Speaking of levity, so many of this country’s levees were constructed without engineers by simply piling up dirt and stone, tamping them down, and moving on to the next water project. We don’t think much about floods, many from breaching levees, until they come to our town, perhaps even threatening cut off our water supply for years! People tend to underestimate the power of floods: six inches of fast-moving water can knock you down; two feet of water can float most cars away. Floods kill an average of 127 Americans a year — more than tornadoes or hurricanes — and cause more than $2 billion of property damage annually, according to the National Oceanic and Atmospheric Association.” New York Times, July 1, 2011.

But one of the most serious issues is looming in that vast tract of deltas and levees in the northern California Sacramento River basin. “[A major] threatening situation looms in California, especially around the San Francisco Bay Delta. The delta is the link between two-thirds of the state’s fresh-water supply — which originates in the Sierra Nevada and the rivers of the north — and two-thirds of the state’s population, which resides in the south.

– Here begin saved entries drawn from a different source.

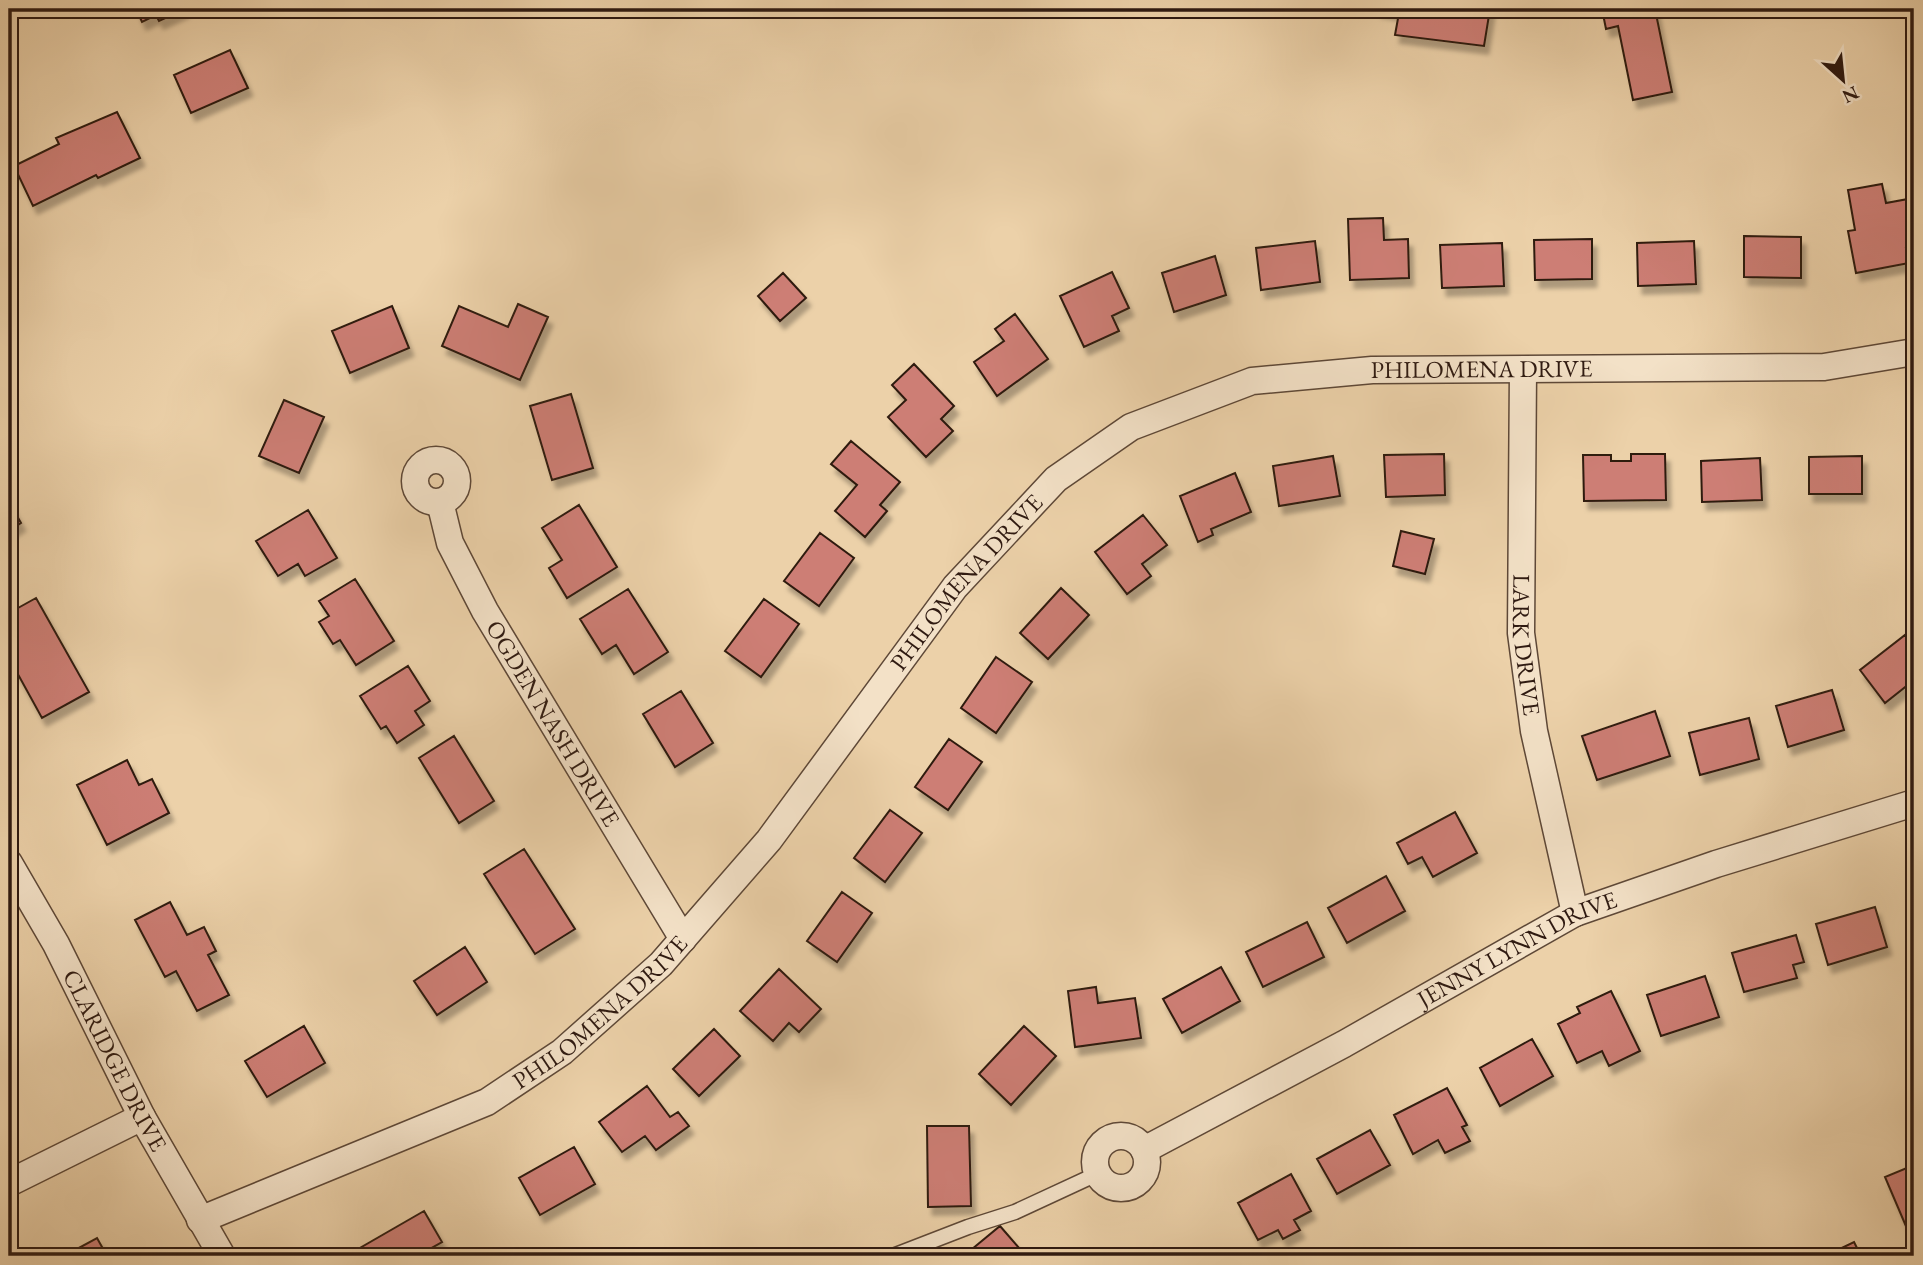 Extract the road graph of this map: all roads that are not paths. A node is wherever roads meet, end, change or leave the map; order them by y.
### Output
1 (1914, 352) edge
2 (1523, 370) junction
3 (440, 502) dead end
4 (1914, 803) edge
5 (9, 863) edge
6 (1575, 913) junction
7 (683, 939) junction
8 (142, 1117) junction
9 (1144, 1150) junction
10 (1097, 1174) junction
11 (9, 1183) edge
12 (200, 1220) junction
13 (222, 1256) edge
14 (893, 1256) edge

1 - 2 street, PHILOMENA DRIVE
2 - 6 street, LARK DRIVE
2 - 7 street, PHILOMENA DRIVE
3 - 7 street, OGDEN NASH DRIVE
4 - 6 street, JENNY LYNN DRIVE
5 - 8 street, CLARIDGE DRIVE
6 - 9 street, JENNY LYNN DRIVE
7 - 12 street, PHILOMENA DRIVE
8 - 11 street
8 - 12 street, CLARIDGE DRIVE
9 - 10 street
9 - 10 street
10 - 14 lane
12 - 13 street, CLARIDGE DRIVE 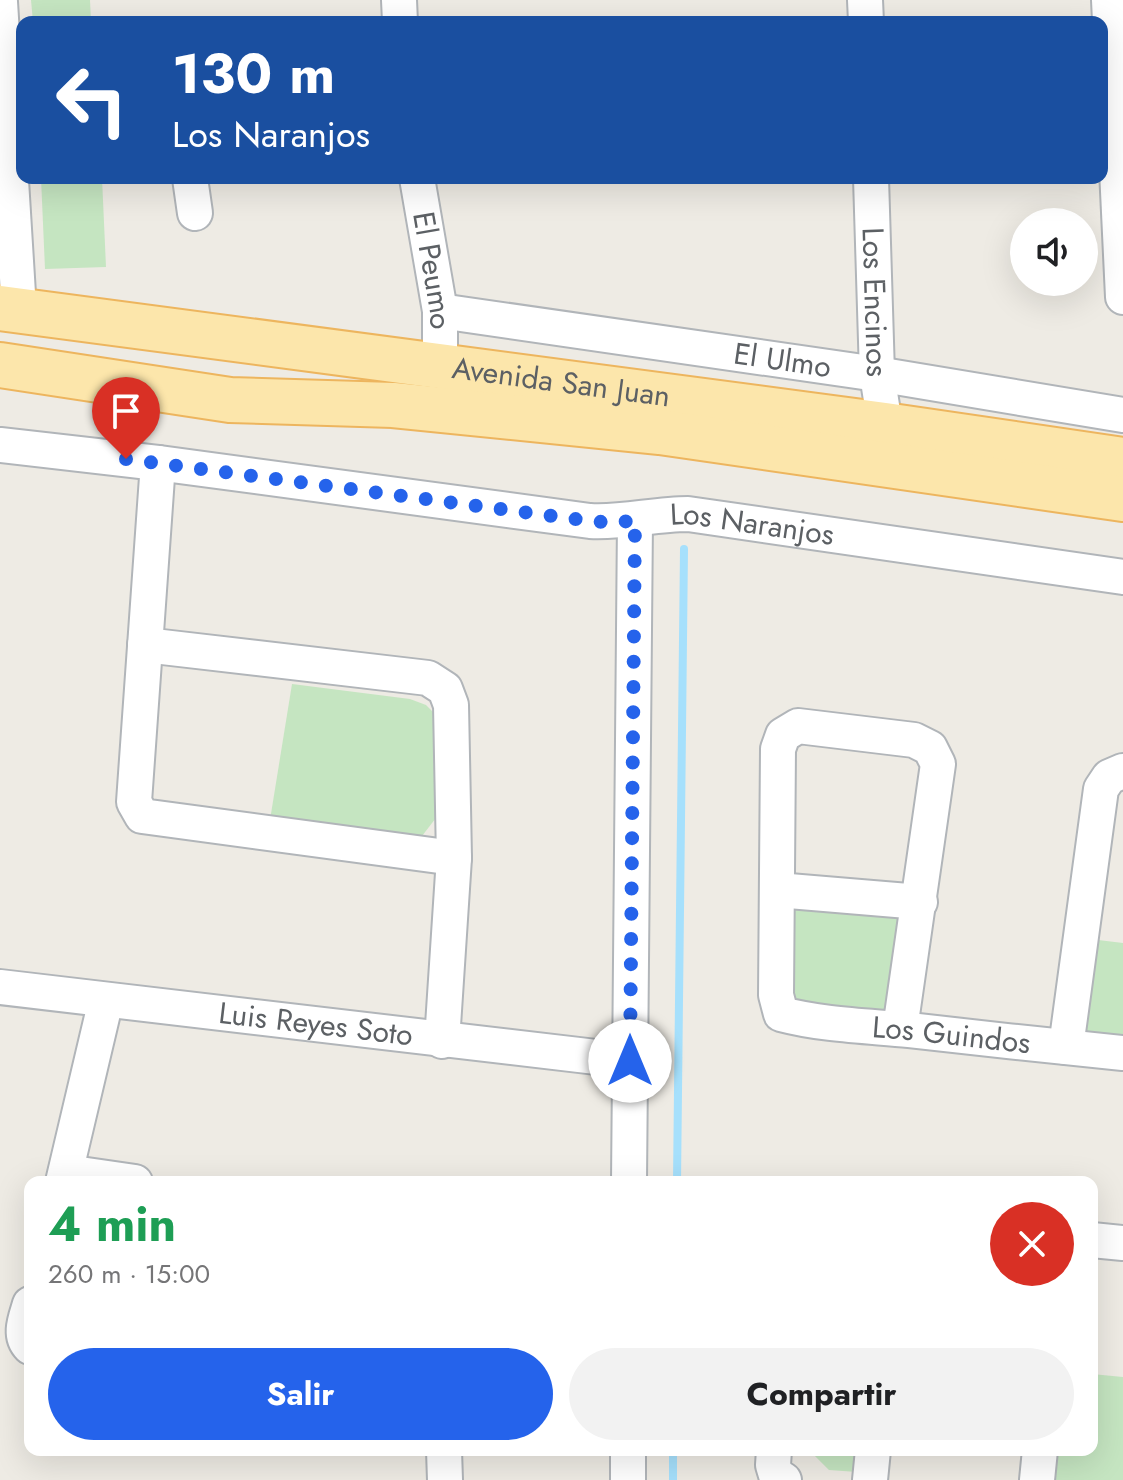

Starting in the 1870s, farmers began building 1,100 miles of levees around the delta to control floodwaters and create farmland out of tule marshes. Today many of those levees are old, decrepit and leaking. Jeffrey Mount, a geologist at the University of California, Davis, predicts that there is a 64 percent chance of a catastrophic levee failure in the delta in the next 50 years.” NY Times. Between storm surges, continuous saturating rain, earthquakes and just plain old dirt wall failures, the city of Sacramento itself could see 20 feet of water flooding its streets, while the entire southern part of the state would be parched for years as repairs were made to his antiquated system that is so vital to the state’s water supply.

But whether you are dealing with floodwaters off the Missouri River or the levee system that defines the area around New Orleans, we are truly vulnerable. “Many of the nation's levees are more than 50 years old and are showing their age. While there are newer or reconstructed levees, a large number of levees were built in response to the widespread flooding on the Mississippi River in 1927 and 1937, or in California after catastrophic flooding in 1907 and 1909… Levees reduce the risk of flooding cities large and small; more than 14 million people live behind levees and at least one-third of communities with a population of 50,000 or higher have some portion of their community protected by levees.” LeveeSafety.org.

The bad news is that there are lots and lots of levees in the United States, some on private land and others under state control, but we really don’t have a clear accounting that we might need to make a good decision here: “There is no definitive record of how many levees there are in the U.S., nor is there an assessment of the current condition and performance of those levees. Recent surveys by the Association of State Dam Safety Officials and the Association of State Floodplain Managers found that only 10 states keep any listing of levees within their borders and only 23 states have an agency with some responsibility for levee safety. The Federal Emergency Management Agency (FEMA) estimates that levees are found in approximately 22% of the nation’s 3,147 counties. Forty-three percent of the U.S. population lives in counties with levees. Many of those levees were designed decades ago to protect agricultural and rural areas, not the homes and businesses that are now located behind them.” InfrastructureReportcard.org.

Conservative estimates tell us that we have north of $2 trillion of repairs to our nation’s infrastructure, a number that will certainly rise the longer we wait to fix the problem. Then again, we could multiply that number by allowing infrastructure failure with floods, droughts, crushed bones and lost productivity time as trucks and cars snarl on outdated roads trying to move workers, goods and services efficiently across the land. Or we could actually improve our economic outlook, invest (vs just “spend”) in America and help reduce that 8.2% unemployment rate and get to work.

I’m Peter Dekom, and it’s time politicians focused more on preventing problems before they arise rather than taking the expensive route and dealing with the death and destruction after the disaster occurs.